§ Prompt:
Repeat the listing below exactly as given.

§ Input material:

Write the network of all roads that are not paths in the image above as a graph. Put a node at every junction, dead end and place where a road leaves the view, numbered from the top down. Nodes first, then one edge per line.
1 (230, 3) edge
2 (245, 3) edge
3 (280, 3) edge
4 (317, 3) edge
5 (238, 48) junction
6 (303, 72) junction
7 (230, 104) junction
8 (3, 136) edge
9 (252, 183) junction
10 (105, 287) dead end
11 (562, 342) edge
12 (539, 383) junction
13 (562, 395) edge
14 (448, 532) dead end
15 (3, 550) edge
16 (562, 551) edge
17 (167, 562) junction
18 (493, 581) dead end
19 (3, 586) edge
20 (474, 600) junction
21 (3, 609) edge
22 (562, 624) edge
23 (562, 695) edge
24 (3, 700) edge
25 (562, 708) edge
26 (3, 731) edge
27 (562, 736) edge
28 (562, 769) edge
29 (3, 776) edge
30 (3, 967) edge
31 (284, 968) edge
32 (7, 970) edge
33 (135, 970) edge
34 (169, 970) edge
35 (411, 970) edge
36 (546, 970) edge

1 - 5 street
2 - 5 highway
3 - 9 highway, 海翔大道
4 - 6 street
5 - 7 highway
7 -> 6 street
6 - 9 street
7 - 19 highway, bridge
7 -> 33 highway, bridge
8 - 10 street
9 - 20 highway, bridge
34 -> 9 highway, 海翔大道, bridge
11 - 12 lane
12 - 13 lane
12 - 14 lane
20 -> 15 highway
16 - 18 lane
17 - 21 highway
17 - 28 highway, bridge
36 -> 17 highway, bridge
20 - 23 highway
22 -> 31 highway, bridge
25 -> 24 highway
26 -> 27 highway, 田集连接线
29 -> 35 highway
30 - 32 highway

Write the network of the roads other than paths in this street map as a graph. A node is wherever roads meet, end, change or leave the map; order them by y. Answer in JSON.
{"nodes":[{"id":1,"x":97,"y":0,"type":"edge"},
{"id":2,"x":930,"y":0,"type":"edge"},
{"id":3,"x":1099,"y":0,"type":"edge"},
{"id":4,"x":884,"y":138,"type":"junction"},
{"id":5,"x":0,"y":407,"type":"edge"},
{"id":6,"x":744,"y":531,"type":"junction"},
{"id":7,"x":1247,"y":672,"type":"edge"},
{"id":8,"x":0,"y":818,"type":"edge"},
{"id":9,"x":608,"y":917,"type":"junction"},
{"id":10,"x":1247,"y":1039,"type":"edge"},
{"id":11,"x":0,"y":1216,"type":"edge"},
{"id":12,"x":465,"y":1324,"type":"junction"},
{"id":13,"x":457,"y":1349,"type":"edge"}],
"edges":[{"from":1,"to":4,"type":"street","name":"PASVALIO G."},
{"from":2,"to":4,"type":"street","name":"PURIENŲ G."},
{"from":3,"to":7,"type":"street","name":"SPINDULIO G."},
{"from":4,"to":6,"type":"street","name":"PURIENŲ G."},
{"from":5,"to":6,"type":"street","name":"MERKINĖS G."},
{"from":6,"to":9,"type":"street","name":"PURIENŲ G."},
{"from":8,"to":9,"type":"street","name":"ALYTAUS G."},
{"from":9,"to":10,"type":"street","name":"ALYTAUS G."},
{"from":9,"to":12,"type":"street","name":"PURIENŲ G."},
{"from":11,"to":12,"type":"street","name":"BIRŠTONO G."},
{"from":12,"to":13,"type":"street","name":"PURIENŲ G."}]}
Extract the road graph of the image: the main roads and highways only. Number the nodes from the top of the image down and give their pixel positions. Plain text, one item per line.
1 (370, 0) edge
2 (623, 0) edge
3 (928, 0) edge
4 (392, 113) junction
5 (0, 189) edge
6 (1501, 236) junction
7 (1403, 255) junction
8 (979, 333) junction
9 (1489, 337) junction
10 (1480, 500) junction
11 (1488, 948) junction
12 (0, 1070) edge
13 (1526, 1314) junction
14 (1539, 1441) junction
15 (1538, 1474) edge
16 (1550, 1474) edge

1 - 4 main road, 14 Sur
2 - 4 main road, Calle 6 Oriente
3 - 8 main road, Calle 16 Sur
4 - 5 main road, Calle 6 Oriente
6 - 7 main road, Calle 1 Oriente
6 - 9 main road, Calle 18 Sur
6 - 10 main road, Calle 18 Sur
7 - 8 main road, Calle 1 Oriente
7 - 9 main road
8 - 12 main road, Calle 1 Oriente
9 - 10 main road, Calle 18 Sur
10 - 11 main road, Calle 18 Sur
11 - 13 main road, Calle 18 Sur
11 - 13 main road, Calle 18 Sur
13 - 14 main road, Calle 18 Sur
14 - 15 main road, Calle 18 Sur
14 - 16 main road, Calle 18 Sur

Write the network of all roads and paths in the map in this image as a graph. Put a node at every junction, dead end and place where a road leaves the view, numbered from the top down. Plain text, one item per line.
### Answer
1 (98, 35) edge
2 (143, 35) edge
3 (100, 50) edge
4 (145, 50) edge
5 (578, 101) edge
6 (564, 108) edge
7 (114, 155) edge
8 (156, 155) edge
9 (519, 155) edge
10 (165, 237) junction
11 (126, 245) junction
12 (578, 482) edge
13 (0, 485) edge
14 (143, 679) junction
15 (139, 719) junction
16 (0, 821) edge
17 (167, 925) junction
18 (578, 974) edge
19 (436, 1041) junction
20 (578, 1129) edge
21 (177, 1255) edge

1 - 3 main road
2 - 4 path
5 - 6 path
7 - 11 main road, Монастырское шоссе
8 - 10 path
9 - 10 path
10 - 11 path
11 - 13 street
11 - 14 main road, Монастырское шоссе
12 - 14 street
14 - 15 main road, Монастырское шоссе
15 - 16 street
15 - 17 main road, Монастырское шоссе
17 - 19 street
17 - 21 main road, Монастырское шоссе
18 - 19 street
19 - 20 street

§ Result:
Write the network of all roads that are not paths in the image above as a graph. Put a node at every junction, dead end and place where a road leaves the view, numbered from the top down. Nodes first, then one edge per line.
1 (230, 3) edge
2 (245, 3) edge
3 (280, 3) edge
4 (317, 3) edge
5 (238, 48) junction
6 (303, 72) junction
7 (230, 104) junction
8 (3, 136) edge
9 (252, 183) junction
10 (105, 287) dead end
11 (562, 342) edge
12 (539, 383) junction
13 (562, 395) edge
14 (448, 532) dead end
15 (3, 550) edge
16 (562, 551) edge
17 (167, 562) junction
18 (493, 581) dead end
19 (3, 586) edge
20 (474, 600) junction
21 (3, 609) edge
22 (562, 624) edge
23 (562, 695) edge
24 (3, 700) edge
25 (562, 708) edge
26 (3, 731) edge
27 (562, 736) edge
28 (562, 769) edge
29 (3, 776) edge
30 (3, 967) edge
31 (284, 968) edge
32 (7, 970) edge
33 (135, 970) edge
34 (169, 970) edge
35 (411, 970) edge
36 (546, 970) edge

1 - 5 street
2 - 5 highway
3 - 9 highway, 海翔大道
4 - 6 street
5 - 7 highway
7 -> 6 street
6 - 9 street
7 - 19 highway, bridge
7 -> 33 highway, bridge
8 - 10 street
9 - 20 highway, bridge
34 -> 9 highway, 海翔大道, bridge
11 - 12 lane
12 - 13 lane
12 - 14 lane
20 -> 15 highway
16 - 18 lane
17 - 21 highway
17 - 28 highway, bridge
36 -> 17 highway, bridge
20 - 23 highway
22 -> 31 highway, bridge
25 -> 24 highway
26 -> 27 highway, 田集连接线
29 -> 35 highway
30 - 32 highway

Write the network of the roads other than paths in this street map as a graph. A node is wherever roads meet, end, change or leave the map; order them by y. Answer in JSON.
{"nodes":[{"id":1,"x":97,"y":0,"type":"edge"},
{"id":2,"x":930,"y":0,"type":"edge"},
{"id":3,"x":1099,"y":0,"type":"edge"},
{"id":4,"x":884,"y":138,"type":"junction"},
{"id":5,"x":0,"y":407,"type":"edge"},
{"id":6,"x":744,"y":531,"type":"junction"},
{"id":7,"x":1247,"y":672,"type":"edge"},
{"id":8,"x":0,"y":818,"type":"edge"},
{"id":9,"x":608,"y":917,"type":"junction"},
{"id":10,"x":1247,"y":1039,"type":"edge"},
{"id":11,"x":0,"y":1216,"type":"edge"},
{"id":12,"x":465,"y":1324,"type":"junction"},
{"id":13,"x":457,"y":1349,"type":"edge"}],
"edges":[{"from":1,"to":4,"type":"street","name":"PASVALIO G."},
{"from":2,"to":4,"type":"street","name":"PURIENŲ G."},
{"from":3,"to":7,"type":"street","name":"SPINDULIO G."},
{"from":4,"to":6,"type":"street","name":"PURIENŲ G."},
{"from":5,"to":6,"type":"street","name":"MERKINĖS G."},
{"from":6,"to":9,"type":"street","name":"PURIENŲ G."},
{"from":8,"to":9,"type":"street","name":"ALYTAUS G."},
{"from":9,"to":10,"type":"street","name":"ALYTAUS G."},
{"from":9,"to":12,"type":"street","name":"PURIENŲ G."},
{"from":11,"to":12,"type":"street","name":"BIRŠTONO G."},
{"from":12,"to":13,"type":"street","name":"PURIENŲ G."}]}
Extract the road graph of the image: the main roads and highways only. Number the nodes from the top of the image down and give their pixel positions. Plain text, one item per line.
1 (370, 0) edge
2 (623, 0) edge
3 (928, 0) edge
4 (392, 113) junction
5 (0, 189) edge
6 (1501, 236) junction
7 (1403, 255) junction
8 (979, 333) junction
9 (1489, 337) junction
10 (1480, 500) junction
11 (1488, 948) junction
12 (0, 1070) edge
13 (1526, 1314) junction
14 (1539, 1441) junction
15 (1538, 1474) edge
16 (1550, 1474) edge

1 - 4 main road, 14 Sur
2 - 4 main road, Calle 6 Oriente
3 - 8 main road, Calle 16 Sur
4 - 5 main road, Calle 6 Oriente
6 - 7 main road, Calle 1 Oriente
6 - 9 main road, Calle 18 Sur
6 - 10 main road, Calle 18 Sur
7 - 8 main road, Calle 1 Oriente
7 - 9 main road
8 - 12 main road, Calle 1 Oriente
9 - 10 main road, Calle 18 Sur
10 - 11 main road, Calle 18 Sur
11 - 13 main road, Calle 18 Sur
11 - 13 main road, Calle 18 Sur
13 - 14 main road, Calle 18 Sur
14 - 15 main road, Calle 18 Sur
14 - 16 main road, Calle 18 Sur

Write the network of all roads and paths in the map in this image as a graph. Put a node at every junction, dead end and place where a road leaves the view, numbered from the top down. Plain text, one item per line.
### Answer
1 (98, 35) edge
2 (143, 35) edge
3 (100, 50) edge
4 (145, 50) edge
5 (578, 101) edge
6 (564, 108) edge
7 (114, 155) edge
8 (156, 155) edge
9 (519, 155) edge
10 (165, 237) junction
11 (126, 245) junction
12 (578, 482) edge
13 (0, 485) edge
14 (143, 679) junction
15 (139, 719) junction
16 (0, 821) edge
17 (167, 925) junction
18 (578, 974) edge
19 (436, 1041) junction
20 (578, 1129) edge
21 (177, 1255) edge

1 - 3 main road
2 - 4 path
5 - 6 path
7 - 11 main road, Монастырское шоссе
8 - 10 path
9 - 10 path
10 - 11 path
11 - 13 street
11 - 14 main road, Монастырское шоссе
12 - 14 street
14 - 15 main road, Монастырское шоссе
15 - 16 street
15 - 17 main road, Монастырское шоссе
17 - 19 street
17 - 21 main road, Монастырское шоссе
18 - 19 street
19 - 20 street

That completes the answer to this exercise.